Types of Motor Oil

WheelZine Staff Nov 20, 2018
Not everybody knows about the various types of motor oil available in the market. Learn about different motor oils and also the basis of their differentiation.
The basic job of engine oil is to prevent all metal surfaces in the car engine from laboring together and thus tearing apart due to friction. The oil should also be potent enough to resist all by-products of combustion.
All chemicals and acids collected in the engine are cleared by the engine oil, and it also ensures all parts of the engine are covered in oil. It also reduces oxidation at high temperatures. All these tasks are performed under extremely high temperatures and pressure levels.
The difference in all the types of motor oils is based on the way it is obtained, or on the conditions it is best suited for, as explained here.

Basic Types of Motor Oil

Conventional Motor Oil

This is the least expensive of all types. Conventional motor oil is mainly a byproduct produced during the crude oil refinement process. Since this oil does not have a complicated make-up process, it is liable for faster deterioration, when subjected to extreme heat. Conventional motor oil emits higher amounts of sulfur and other pollutants as well.

Synthetic Motor Oil

Synthetic motor oil costs more as it is expensive to produce. It is developed from polyalphaolefins, a chemical compound. It is developed from polyalphaolefins, a chemical compound.
The total structure of synthetic oils is unique and hence it is considered to be cleaner and stable than conventional oil. Also, this oil can maintain its flow under almost all conditions regardless of the heat and pressure.

Synthetic Blends

This oil combines properties of both synthetic as well as conventional motor oils. The idea behind synthetic blend oil is to combine the price of conventional oil with benefits of synthetic oil. Synthetic blend oils are a more refined version of conventional oils, which burn better and also stay stable at high temperatures.

High-mileage oils

As the name suggests, the oil is applicable for high-mileage engines that have spanned a distance of over 75,000 miles. High-mileage oils are known to reduce leakage from such engines, thus enabling their smooth functioning.

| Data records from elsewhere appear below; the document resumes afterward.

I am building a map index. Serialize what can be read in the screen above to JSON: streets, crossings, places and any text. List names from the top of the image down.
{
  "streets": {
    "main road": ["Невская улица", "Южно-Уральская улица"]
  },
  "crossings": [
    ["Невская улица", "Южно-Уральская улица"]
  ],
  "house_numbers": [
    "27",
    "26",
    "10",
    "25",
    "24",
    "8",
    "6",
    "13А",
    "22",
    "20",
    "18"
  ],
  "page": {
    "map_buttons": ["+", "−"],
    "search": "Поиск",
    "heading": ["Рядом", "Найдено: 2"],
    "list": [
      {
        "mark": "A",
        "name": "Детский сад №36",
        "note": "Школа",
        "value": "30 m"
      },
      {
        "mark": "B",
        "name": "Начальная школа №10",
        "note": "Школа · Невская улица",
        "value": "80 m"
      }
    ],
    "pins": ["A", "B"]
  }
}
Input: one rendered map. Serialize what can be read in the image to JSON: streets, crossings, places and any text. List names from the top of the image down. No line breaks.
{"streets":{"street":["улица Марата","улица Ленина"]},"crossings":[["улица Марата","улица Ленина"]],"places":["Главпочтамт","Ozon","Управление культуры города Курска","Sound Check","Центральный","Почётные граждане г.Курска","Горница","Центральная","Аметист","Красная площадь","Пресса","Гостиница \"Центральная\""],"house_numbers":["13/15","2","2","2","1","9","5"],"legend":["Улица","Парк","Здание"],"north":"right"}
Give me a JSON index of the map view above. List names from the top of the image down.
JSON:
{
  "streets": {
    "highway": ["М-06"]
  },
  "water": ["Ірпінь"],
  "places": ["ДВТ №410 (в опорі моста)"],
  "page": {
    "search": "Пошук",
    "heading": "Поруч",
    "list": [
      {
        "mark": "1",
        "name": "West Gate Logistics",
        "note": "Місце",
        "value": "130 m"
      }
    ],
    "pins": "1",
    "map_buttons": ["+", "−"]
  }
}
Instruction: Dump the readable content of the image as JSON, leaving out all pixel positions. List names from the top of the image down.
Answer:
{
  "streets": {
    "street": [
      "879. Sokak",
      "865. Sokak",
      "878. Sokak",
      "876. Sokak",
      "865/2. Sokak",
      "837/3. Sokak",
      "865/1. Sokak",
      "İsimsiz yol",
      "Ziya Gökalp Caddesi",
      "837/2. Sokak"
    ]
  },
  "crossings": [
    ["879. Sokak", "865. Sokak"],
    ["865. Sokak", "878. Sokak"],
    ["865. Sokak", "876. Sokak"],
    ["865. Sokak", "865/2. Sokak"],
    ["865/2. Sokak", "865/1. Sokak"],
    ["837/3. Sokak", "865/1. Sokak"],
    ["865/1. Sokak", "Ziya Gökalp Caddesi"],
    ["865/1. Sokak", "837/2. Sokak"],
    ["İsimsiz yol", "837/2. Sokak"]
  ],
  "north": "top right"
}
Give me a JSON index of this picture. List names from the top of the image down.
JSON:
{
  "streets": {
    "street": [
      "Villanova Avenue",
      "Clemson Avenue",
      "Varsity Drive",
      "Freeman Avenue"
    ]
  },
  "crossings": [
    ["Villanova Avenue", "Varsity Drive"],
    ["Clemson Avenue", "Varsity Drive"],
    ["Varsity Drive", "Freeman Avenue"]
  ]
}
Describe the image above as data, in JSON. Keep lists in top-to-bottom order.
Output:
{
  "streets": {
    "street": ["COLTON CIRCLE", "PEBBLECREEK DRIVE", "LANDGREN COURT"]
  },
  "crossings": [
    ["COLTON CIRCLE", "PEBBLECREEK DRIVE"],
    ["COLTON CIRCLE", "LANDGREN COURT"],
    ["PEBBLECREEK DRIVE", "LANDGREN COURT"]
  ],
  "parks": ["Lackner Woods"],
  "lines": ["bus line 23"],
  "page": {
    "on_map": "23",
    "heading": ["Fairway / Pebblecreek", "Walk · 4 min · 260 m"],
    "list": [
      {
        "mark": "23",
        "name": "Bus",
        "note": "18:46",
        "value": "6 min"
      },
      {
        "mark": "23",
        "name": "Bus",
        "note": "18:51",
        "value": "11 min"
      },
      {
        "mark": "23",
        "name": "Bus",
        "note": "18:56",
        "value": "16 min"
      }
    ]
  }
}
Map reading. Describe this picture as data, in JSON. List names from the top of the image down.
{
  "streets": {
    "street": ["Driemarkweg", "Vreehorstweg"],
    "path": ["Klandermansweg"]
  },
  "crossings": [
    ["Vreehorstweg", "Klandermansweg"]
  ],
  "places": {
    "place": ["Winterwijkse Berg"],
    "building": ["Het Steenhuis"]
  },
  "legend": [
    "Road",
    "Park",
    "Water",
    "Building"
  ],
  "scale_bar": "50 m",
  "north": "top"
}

Different Motor Oils According to Gradation

Motor oils have been graded according to their viscosity properties by the Society of Automotive Engineers. The numerical code contains numbers followed by the letter W, like 0W, 15W and 25W.
Viscosity is gauged by measuring the time taken by the oil to travel through a standard opening at normal temperatures. The more time the oil takes to travel, the higher is its viscosity, and consequently a higher grade. Depending on the grade, the various types of motor oil are explained here.

Single Grade

There are 11 grades of this type―0W, 5W, 10W, 15W, 20W, 25W, 20, 30, 40, 50, 60. 'W' in these grades refers to 'winter'. Of these 11 grades, 6 of them are winter graded or a cold viscosity grade, indicating that these oils are to be used at lower temperatures. The ones without a 'W' can be used at higher temperatures, as they are hot viscosity grades.
Single grade motor oil is useful in places where the temperature remains mostly constant throughout and there are not many variations between hot and cold temperatures.

Multi-Grade

The oil in most vehicles is subject to wide temperature ranges. This makes it essential to have a motor oil which does not have a fixed viscosity according to the temperature and can adjust to changes.
For this purpose, certain special polymer additives are added to single grade oils to create multi-grade oil. This is the reason multi-grade oils have two viscosity grades, one each for cold and hot temperatures. For example, an oil coded as 20W-40 passes standards for both, 20W and 40 conditions.

Motor Oil Recommendations

All vehicle manufacturers state the kind of motor oil to be used in vehicles according to what they feel is most suited for the engines. However, a few recommendations for motor oils according to the viscosity and climatic conditions are given as follows:
  • 5W-30: This oil is used in most new cars and is very useful for starting the car in cold conditions.
  • 10W-30: This is the best engine oil for constant driving, and lasts better over longer periods of time.
  • 10W: Works best for driving in cold weather conditions
Since synthetic oil is very expensive, not many people use them. However, for anyone who wants high performance and best protection for the engine, this is the best option among all the types of motor oil available.